- _Activity_
Lines below starting with the line with "middle dip: (378, 300)" and going on through the line with "index tip: (388, 324)" must be output exactly; the rest of the records must be left out.

Records for this exercise: Begin

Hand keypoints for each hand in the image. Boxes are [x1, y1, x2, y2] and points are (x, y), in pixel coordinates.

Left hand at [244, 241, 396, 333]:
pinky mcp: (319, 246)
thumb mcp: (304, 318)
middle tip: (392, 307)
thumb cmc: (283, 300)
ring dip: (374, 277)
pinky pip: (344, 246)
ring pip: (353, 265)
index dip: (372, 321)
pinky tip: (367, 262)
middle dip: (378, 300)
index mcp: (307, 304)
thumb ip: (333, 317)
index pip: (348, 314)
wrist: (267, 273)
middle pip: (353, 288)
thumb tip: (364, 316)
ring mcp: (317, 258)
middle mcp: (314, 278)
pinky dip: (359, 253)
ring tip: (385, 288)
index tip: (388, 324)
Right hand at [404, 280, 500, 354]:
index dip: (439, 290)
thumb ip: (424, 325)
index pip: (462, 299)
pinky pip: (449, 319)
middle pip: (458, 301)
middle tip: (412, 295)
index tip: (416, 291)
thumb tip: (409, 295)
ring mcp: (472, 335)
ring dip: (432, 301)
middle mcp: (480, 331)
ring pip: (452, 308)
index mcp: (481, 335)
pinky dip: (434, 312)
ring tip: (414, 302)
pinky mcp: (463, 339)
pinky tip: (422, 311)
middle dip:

Records for this exercise: End

- _Result for this exercise_
middle dip: (378, 300)
index mcp: (307, 304)
thumb ip: (333, 317)
index pip: (348, 314)
wrist: (267, 273)
middle pip: (353, 288)
thumb tip: (364, 316)
ring mcp: (317, 258)
middle mcp: (314, 278)
pinky dip: (359, 253)
ring tip: (385, 288)
index tip: (388, 324)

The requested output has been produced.